Das Buch Hirntod und Organspende von Regina Breul und Wolfgang Waldstein sowie weitere Quellen setzen sich kritisch mit der Definition des Hirntods und dessen Rolle in der Organspende auseinander. 

Folgende wesentliche Punkte werden hervorgehoben: 

1. Hirntod als umstrittener Todesbegriff 

  • Einführung des Hirntodbegriffs (1968): Ermöglichte die rechtliche Organentnahme, ohne das Tötungsverbot zu verletzen.
  • Restlebenszeichen: Hirntote zeigen weiterhin Stoffwechsel, Herztätigkeit und andere Lebenszeichen, während klassische Todeszeichen fehlen.
  • Diagnoseproblematik: Die Diagnose stützt sich auf Hirnstammreflexe, ignoriert aber andere Hirnregionen wie die Großhirnrinde. Experten wie Dr. Sabine Müller fordern eine umfassendere Diagnostik.


2. Unzugänglichkeit spezifischer Strukturen bei der Hirntoddiagnose durch EEG 

Das Elektroenzephalogramm (EEG) kann nur elektrische Aktivitäten der oberflächlichen Hirnstrukturen messen, während wichtige tiefere Bereiche des Gehirns, die für lebenswichtige Funktionen verantwortlich sind, unzugänglich bleiben. Dies führt zu kritischen Einschränkungen in der Diagnose des Hirntods: 

2.1. Hirnstamm: Lebenswichtige Funktionen bleiben durch EEG ungemessen 

  • Funktion des Hirnstamms: Der Hirnstamm reguliert essenzielle Vorgänge wie Atmung, Herz-Kreislauf-Steuerung und Reflexe (z. B. Pupillenreaktionen). Sein Ausfall wird oft als zentral für die Hirntoddiagnose betrachtet.
  • Unzugänglichkeit: EEG-Signale aus dem Hirnstamm werden durch Schädelknochen, Liquor und Hirngewebe stark gedämpft und sind an der Kopfhaut praktisch nicht messbar.
  • Klinische Bedeutung: Da der Hirnstamm für das „Wachheitssystem“ und die autonome Regulation zuständig ist, bedeutet ein isolierter Hirnstammtod, dass der Patient lebenswichtige Funktionen verliert, selbst wenn andere Hirnareale aktiv bleiben könnten.
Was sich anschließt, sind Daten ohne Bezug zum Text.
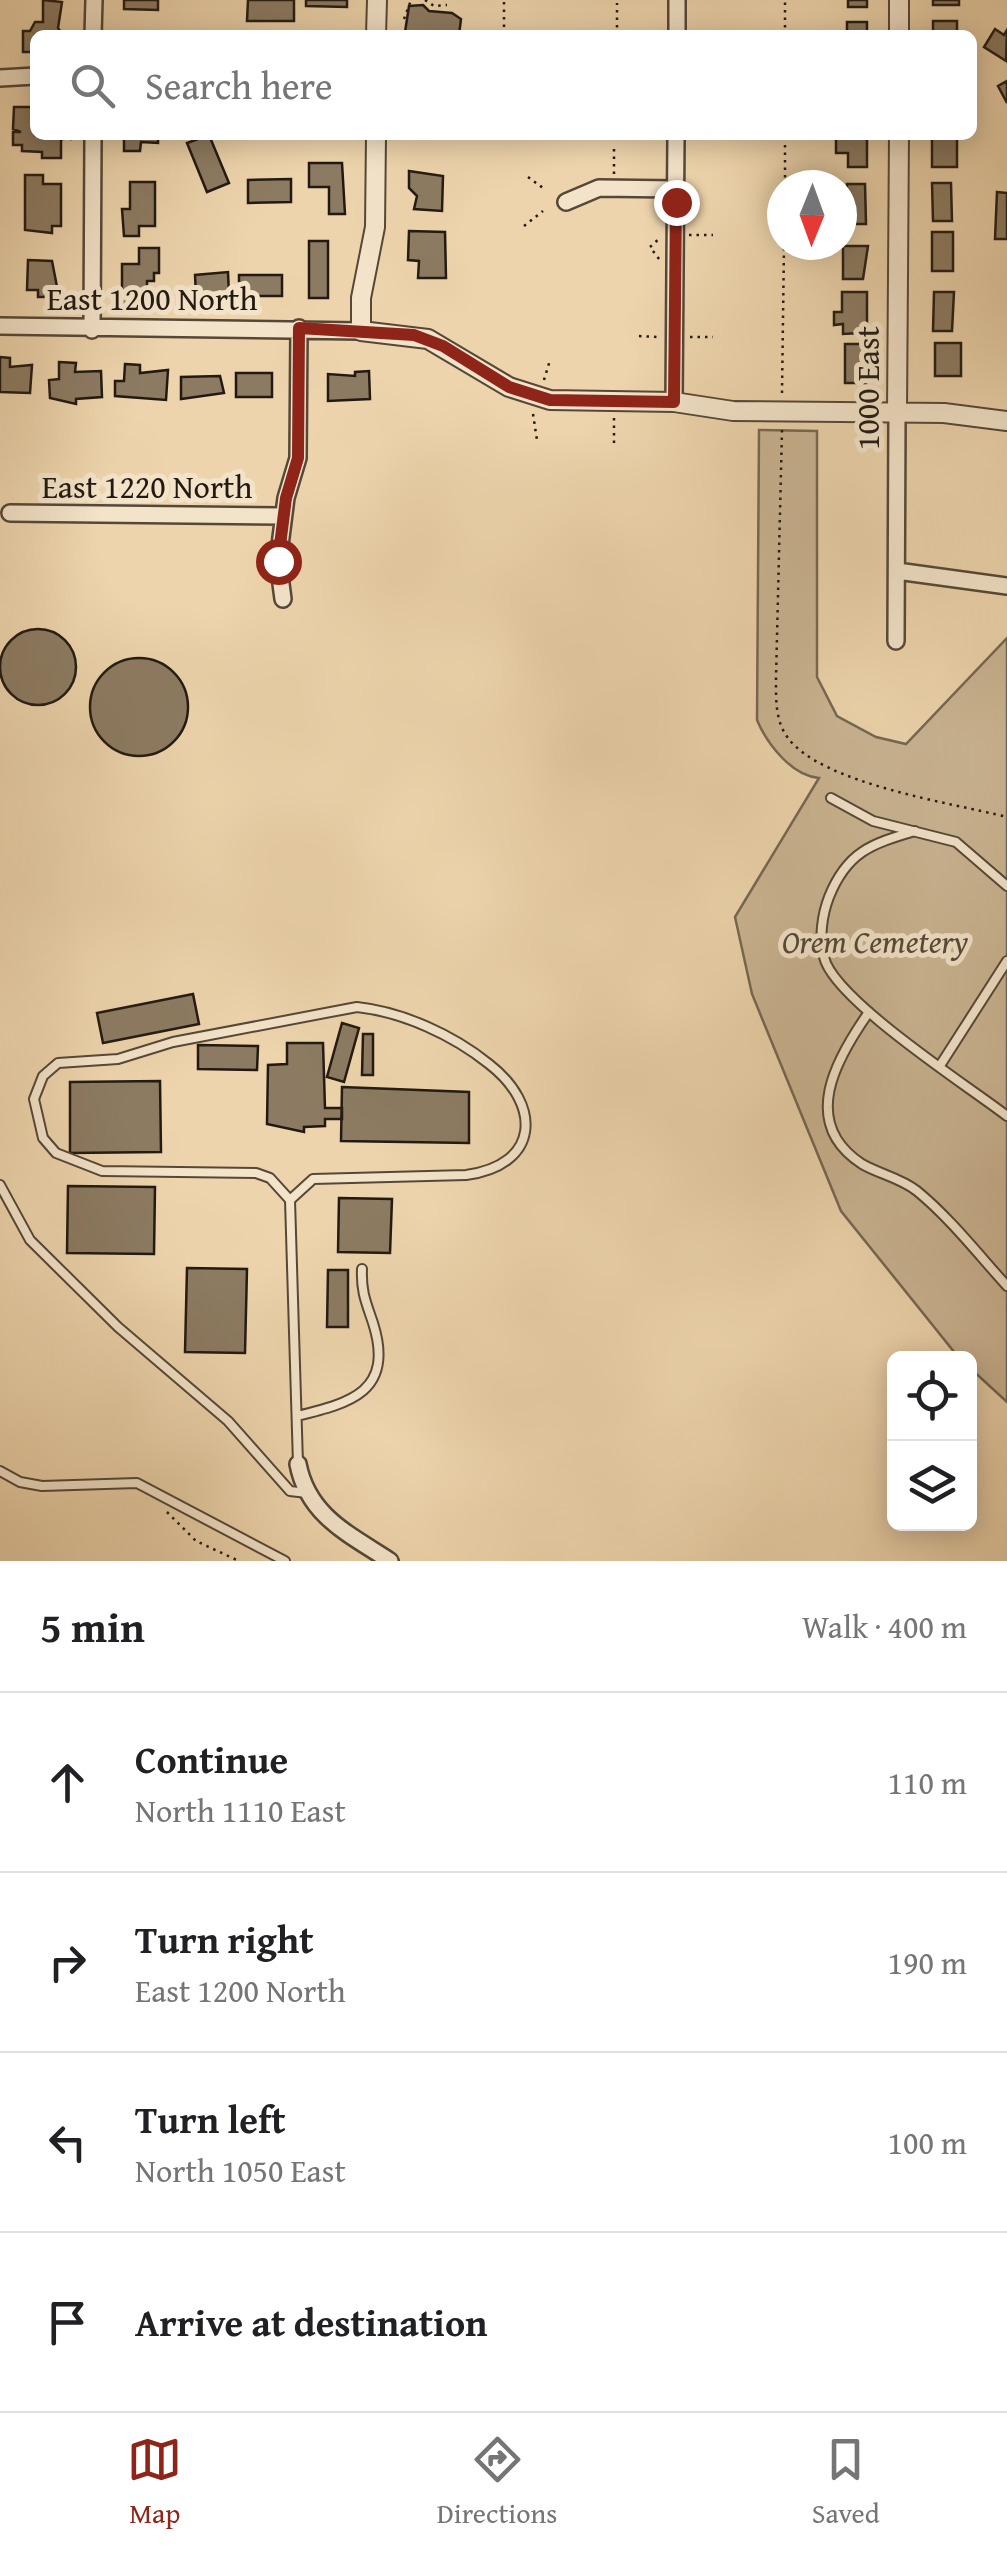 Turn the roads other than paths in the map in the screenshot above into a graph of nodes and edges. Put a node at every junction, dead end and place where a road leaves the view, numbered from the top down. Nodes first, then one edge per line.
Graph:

2.2. Thalamus und Basalganglien: Schaltzentralen für Bewusstsein und Bewegung 

  • Rolle des Thalamus: Der Thalamus ist entscheidend für die Weiterleitung sensorischer Signale und die Aufrechterhaltung des Bewusstseins. Ein funktionierender Thalamus kann ein Anzeichen für Restbewusstsein sein.
  • Rolle der Basalganglien: Diese sind zentral für motorische Steuerung und Verhaltensregulation. Ihre Aktivität wird nicht durch EEG erfasst.
  • Unmessbarkeit durch EEG: Diese tiefen Strukturen erzeugen elektrische Felder, die aufgrund ihrer Distanz zur Schädeloberfläche und der Signalabschwächung nicht stark genug sind, um vom EEG detektiert zu werden.
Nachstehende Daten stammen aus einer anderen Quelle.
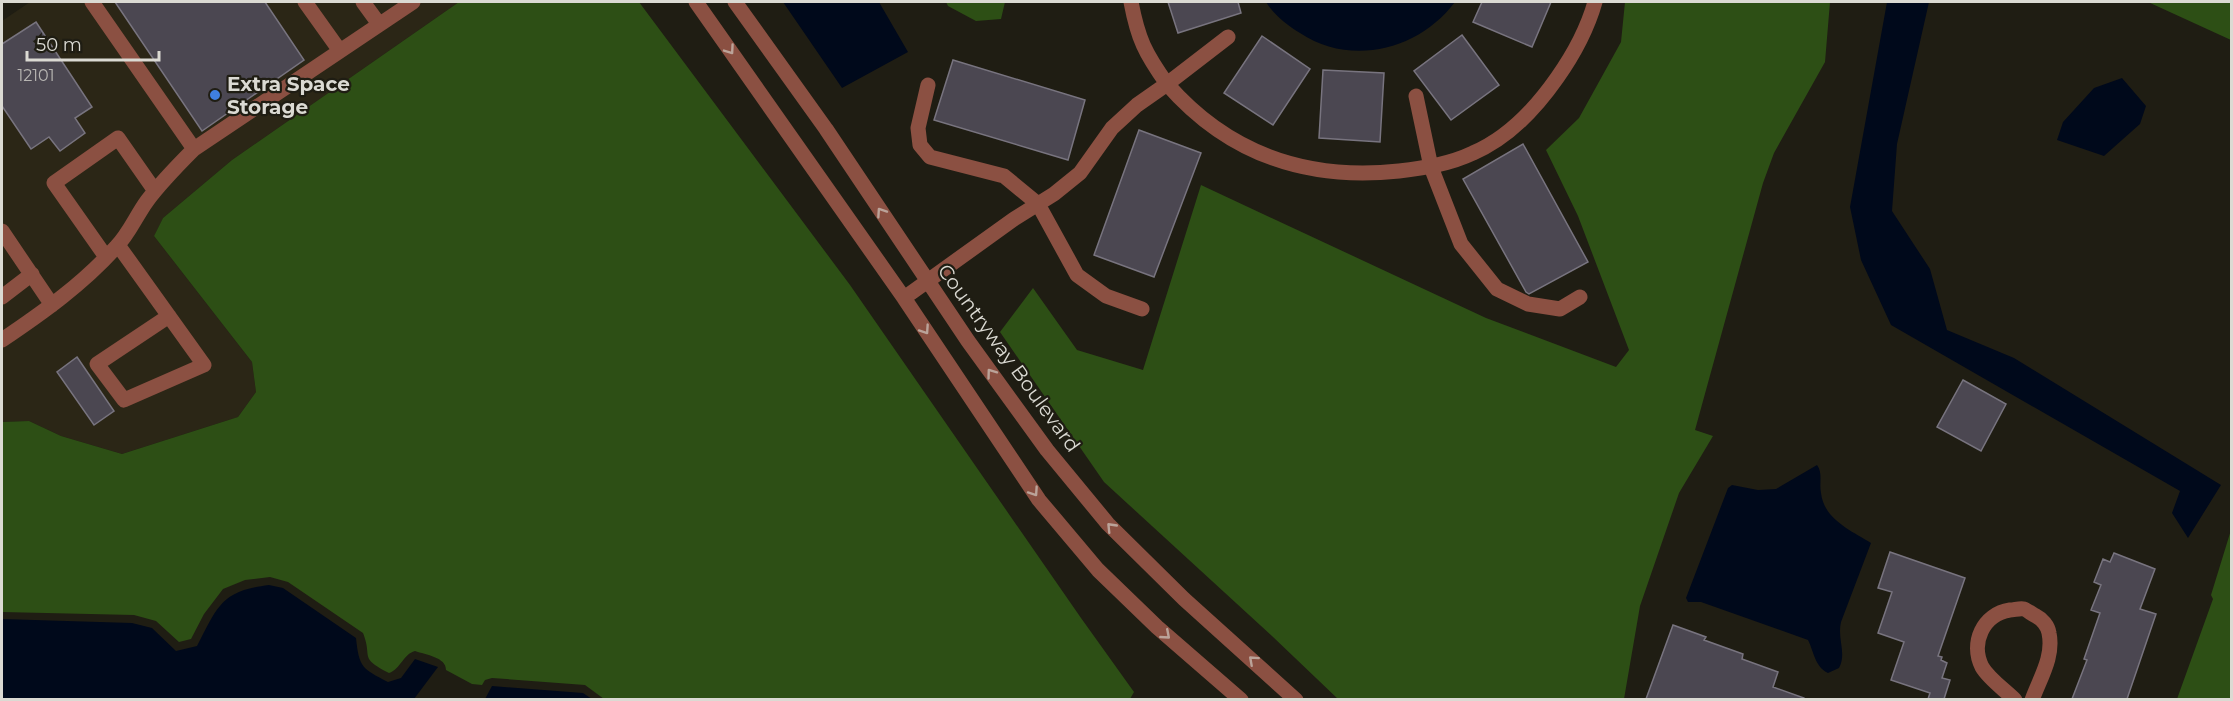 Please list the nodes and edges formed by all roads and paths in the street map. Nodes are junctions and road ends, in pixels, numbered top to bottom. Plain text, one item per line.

2.3. Konsequenzen für die Hirntoddiagnose 

  • Die fehlende Messbarkeit tiefer Hirnregionen bedeutet, dass keine umfassende Aussage über den gesamten Hirnstatus getroffen werden kann.
  • Ein „Null-Linien-EEG“ (fehlende elektrische Aktivität der Hirnrinde) schließt nicht aus, dass in tiefen Strukturen noch relevante Aktivität vorhanden ist.
  • Studien zeigen, dass invasive oder bildgebende Verfahren (z. B. fMRT oder PET) notwendig wären, um tiefere Hirnregionen zu beurteilen, was in der gängigen Hirntoddiagnose nicht routinemäßig erfolgt.


Diese Einschränkungen werfen erhebliche ethische und diagnostische Fragen auf, insbesondere in Fällen, bei denen Lebenszeichen durch tiefere Hirnregionen vermittelt werden könnten, die das EEG nicht erfasst.
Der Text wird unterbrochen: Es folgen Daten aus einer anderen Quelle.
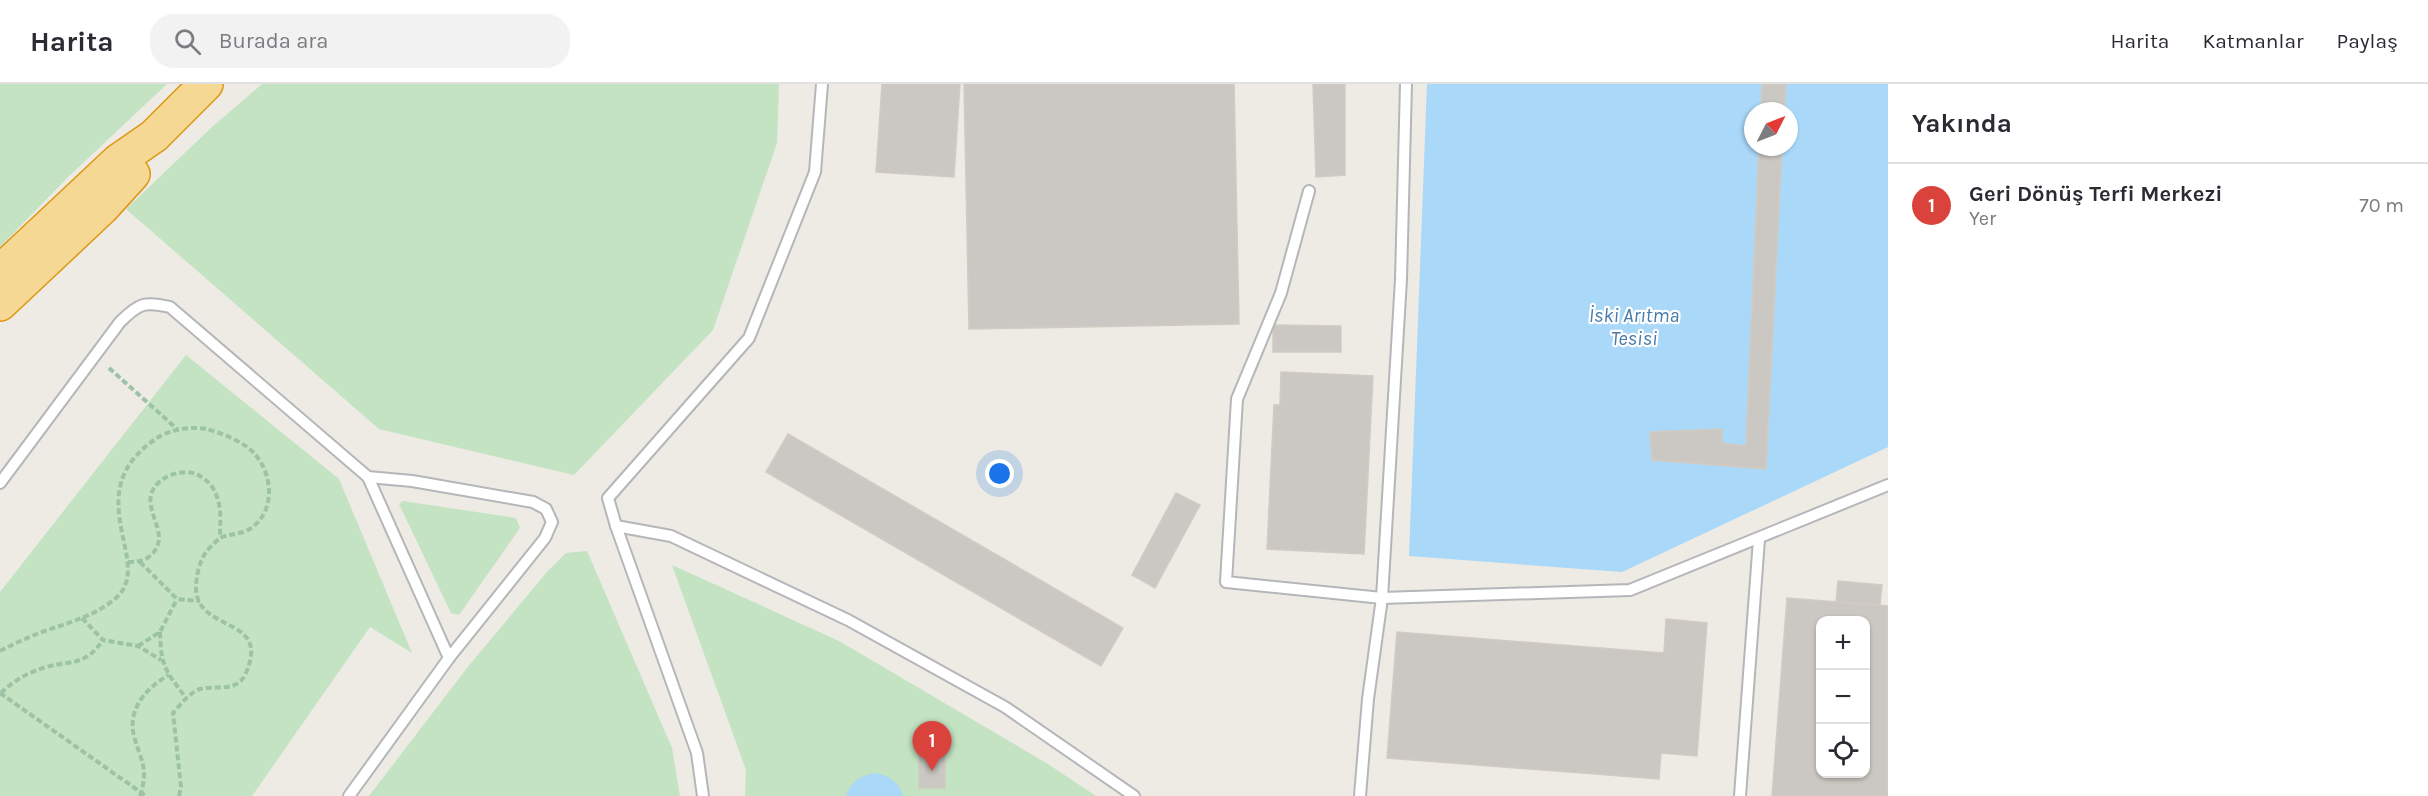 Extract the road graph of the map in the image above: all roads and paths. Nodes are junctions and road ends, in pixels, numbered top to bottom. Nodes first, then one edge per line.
1 (206, 84) edge
2 (822, 84) edge
3 (1406, 84) edge
4 (154, 136) junction
5 (1309, 191) dead end
6 (0, 272) edge
7 (0, 304) edge
8 (95, 356) junction
9 (177, 429) junction
10 (368, 477) junction
11 (0, 483) edge
12 (1888, 485) edge
13 (616, 526) junction
14 (220, 538) junction
15 (1759, 539) junction
16 (128, 562) junction
17 (140, 562) junction
18 (1382, 598) junction
19 (177, 599) junction
20 (200, 601) junction
21 (82, 618) junction
22 (160, 632) junction
23 (103, 640) junction
24 (138, 646) junction
25 (0, 651) edge
26 (449, 658) junction
27 (161, 660) junction
28 (169, 675) junction
29 (0, 694) edge
30 (186, 699) junction
31 (142, 795) edge
32 (179, 796) edge
33 (349, 796) edge
34 (703, 796) edge
35 (1134, 796) edge
36 (1360, 796) edge
37 (1740, 796) edge

1 - 4 highway
2 - 13 lane
3 - 18 lane
4 - 6 highway
4 - 7 highway
5 - 18 lane
8 - 9 path
8 - 10 lane
8 - 11 lane
9 - 14 path
9 - 16 path
10 - 26 lane
10 - 26 lane
12 - 15 lane
13 - 34 lane
13 - 35 lane
14 - 17 path
14 - 20 path
15 - 18 lane
15 - 37 lane
16 - 17 path
16 - 21 path
17 - 19 path
18 - 36 lane
19 - 20 path
19 - 22 path
20 - 30 path
21 - 23 path
21 - 25 path
22 - 24 path
22 - 27 path
23 - 24 path
23 - 29 path
24 - 27 path
26 - 33 lane
27 - 28 path
28 - 30 path
28 - 31 path
29 - 31 path
30 - 32 path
2.4. Kritik an der Hirntoddiagnostik 

  • Unzuverlässigkeit des EEG: Dieses misst nur die Schichten der Großhirnrinde (3–4 mm), während tiefere Hirnregionen wie der Hirnstamm nicht erfasst werden.
  • Irreversibilität als Prognose, nicht als Diagnose: Es gibt keine absolute Sicherheit über den vollständigen Ausfall aller Hirnfunktionen.
  • Apparative Limitationen: Elektroniker betonen mögliche Unzuverlässigkeit technischer Geräte.

 

3. Ethische und moralische Fragestellungen 

  • Instrumentalisierung des Menschen: Der Mensch wird auf seine Körperfunktionen reduziert und als Mittel zum Zweck behandelt.
  • Moralische Bedenken: Die katholische Kirche und Philosophen kritisieren die Eingriffe in den Sterbeprozess zugunsten anderer Menschen.
  • Menschenwürde: Der Mensch darf nicht rein funktional betrachtet werden; das Sterben ist ein Teil des Lebens, das in Würde stattfinden sollte.


4. Probleme der Organtransplantation 

  • Belastungen für Empfänger: Neben der Gefahr von Abstoßung und Infektionen leidet die Lebensqualität der Empfänger. Eine dauerhafte medizinische Betreuung ist erforderlich.
  • Begrenzte Erfolgsaussichten: Transplantate führen oft nur zu einer vorübergehenden Lebensverlängerung, erneute Eingriffe sind häufig notwendig.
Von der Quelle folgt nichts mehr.